Services in urgent need of review
Ironically, their plight arises from a very sensible move to make school buses safer after the horrific accident which claimed the lives of five school girls near Navan, Co Meath, last May.
Education Minister Mary Hanafin recently announced a 25 million investment by the Government which will ensure that by the end of next year all children travelling on school buses will be belted into their own seats. This means that the previous system whereby three pupils shared two seats, the “three-for-two” seating arrangement, will be eliminated for second-level students from the next term.
All primary school children will be afforded a similar safety measure from next year.
Although more buses, both public and private, will be added to the school bus fleet by December of next year, there will be fewer seats because of the new safety precautions.
In the meantime, the Irish Vocational Education Association (IVEA) estimates that up to 6,000 pupils could be stranded when classes resume later this month.
The problem emerges because they are among the many thousands of students who depend on “spare capacity” on the existing buses to get to their education because their addresses are not on the routes for the schools they are attending.
They are, unhappily, described as “catchment boundary” students, which means that they have never been guaranteed school transport for the duration of their schooling, but rather are allocated a place on a year-to-year basis.
If those places disappear, then, their current mode of transport will disappear.
However, as the National Parents Association of Vocational Schools and Community Colleges points out, some parents be forced by circumstances to drop children off at school possibly an hour before classes begin, thereby giving rise to another safety problem to worry about.
Bus Éireann, which runs the School Transport Scheme, has admitted that as many as a very high 85% of catchment boundary students may be affected as the buses get safer.
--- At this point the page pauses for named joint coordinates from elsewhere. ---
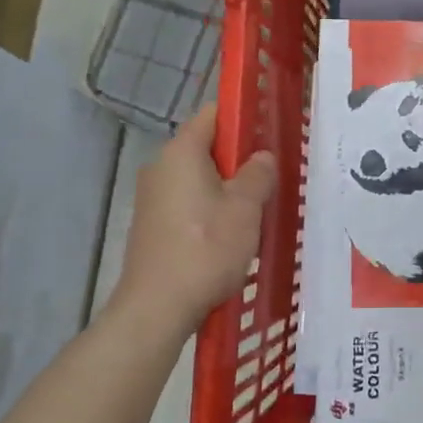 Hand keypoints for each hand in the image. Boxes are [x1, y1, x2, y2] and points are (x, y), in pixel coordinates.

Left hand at [113, 104, 276, 333]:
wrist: (156, 308)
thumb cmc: (206, 249)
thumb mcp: (245, 208)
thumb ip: (258, 174)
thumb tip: (261, 156)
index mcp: (181, 152)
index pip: (213, 114)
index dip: (243, 118)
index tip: (269, 134)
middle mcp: (160, 167)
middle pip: (206, 147)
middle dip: (239, 158)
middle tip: (270, 177)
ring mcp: (152, 197)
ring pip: (198, 178)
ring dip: (226, 187)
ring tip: (256, 209)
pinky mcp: (151, 225)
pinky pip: (187, 202)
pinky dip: (209, 208)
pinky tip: (229, 234) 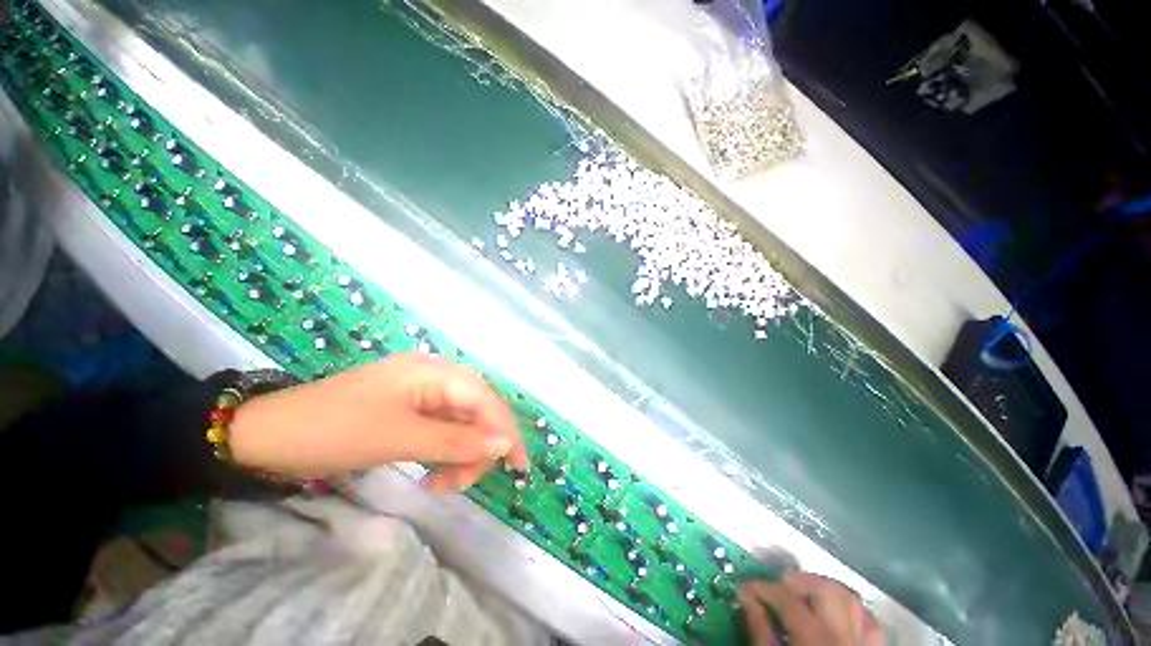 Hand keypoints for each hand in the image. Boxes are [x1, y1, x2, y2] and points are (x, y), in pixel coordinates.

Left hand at [228, 354, 527, 491]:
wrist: (267, 436)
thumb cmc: (334, 431)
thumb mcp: (399, 439)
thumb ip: (457, 440)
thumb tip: (506, 443)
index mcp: (433, 372)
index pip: (484, 398)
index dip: (504, 429)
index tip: (518, 465)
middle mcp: (434, 377)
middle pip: (476, 410)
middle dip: (477, 447)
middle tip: (459, 485)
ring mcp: (421, 393)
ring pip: (461, 423)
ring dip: (459, 454)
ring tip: (440, 485)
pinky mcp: (410, 410)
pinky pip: (441, 430)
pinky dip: (443, 453)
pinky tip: (432, 473)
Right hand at [738, 573, 884, 645]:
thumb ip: (760, 632)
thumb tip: (747, 599)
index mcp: (816, 642)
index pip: (788, 599)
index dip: (762, 588)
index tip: (745, 589)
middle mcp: (844, 639)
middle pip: (828, 590)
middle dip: (799, 583)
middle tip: (777, 591)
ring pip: (853, 601)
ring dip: (825, 592)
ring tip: (803, 599)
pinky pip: (870, 624)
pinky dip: (852, 613)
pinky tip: (834, 618) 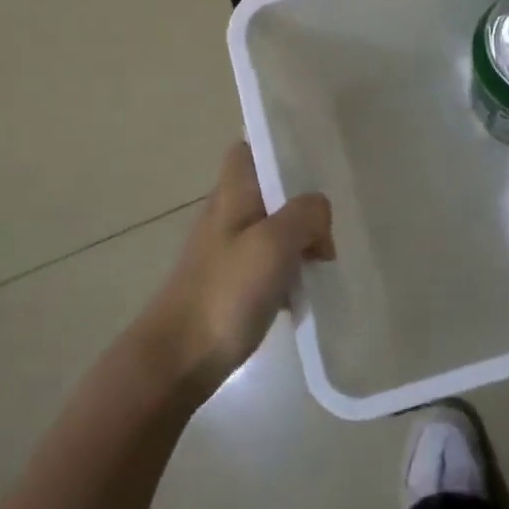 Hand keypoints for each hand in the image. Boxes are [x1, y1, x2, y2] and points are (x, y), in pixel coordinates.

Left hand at [147, 143, 333, 396]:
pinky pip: (269, 264)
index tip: (311, 162)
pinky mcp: (231, 285)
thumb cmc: (226, 292)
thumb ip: (305, 214)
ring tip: (325, 258)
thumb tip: (319, 215)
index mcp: (231, 195)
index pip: (247, 150)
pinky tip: (306, 289)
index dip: (276, 148)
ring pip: (272, 229)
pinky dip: (289, 270)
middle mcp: (226, 216)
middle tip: (329, 224)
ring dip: (299, 239)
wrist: (179, 359)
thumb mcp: (274, 242)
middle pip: (268, 192)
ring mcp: (227, 252)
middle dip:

The transport company merely runs the scheme on behalf of the Department of Education, and it is up to Minister Hanafin and her Minister of State, Síle de Valera, to find a solution.
The problem may be mitigated in that all the spare seating capacity may not totally disappear because of the extra buses and, in any case, 6,000 discommoded students is a worst possible scenario.
How problematical it will be, remains to be seen but indubitably the decades old policy will have to be re-visited because it is inequitable that so many students are compelled to rely on spare capacity to get to school.
While providing seat belts for the children is laudable, it would be self-defeating if that same measure itself compromised their safety.
The Government has given the sanction for the fitting of lap belts to all school bus seats, but reservations have been expressed by opposition spokespersons as to whether they will ensure the best safety option. The point has been made that harness-type belts would be safer for small children in comparison to lap seats.
If this be the case, then the Government would be advised to examine this provision again because the standard to be applied for the protection of our schoolchildren has to be safety rather than economy.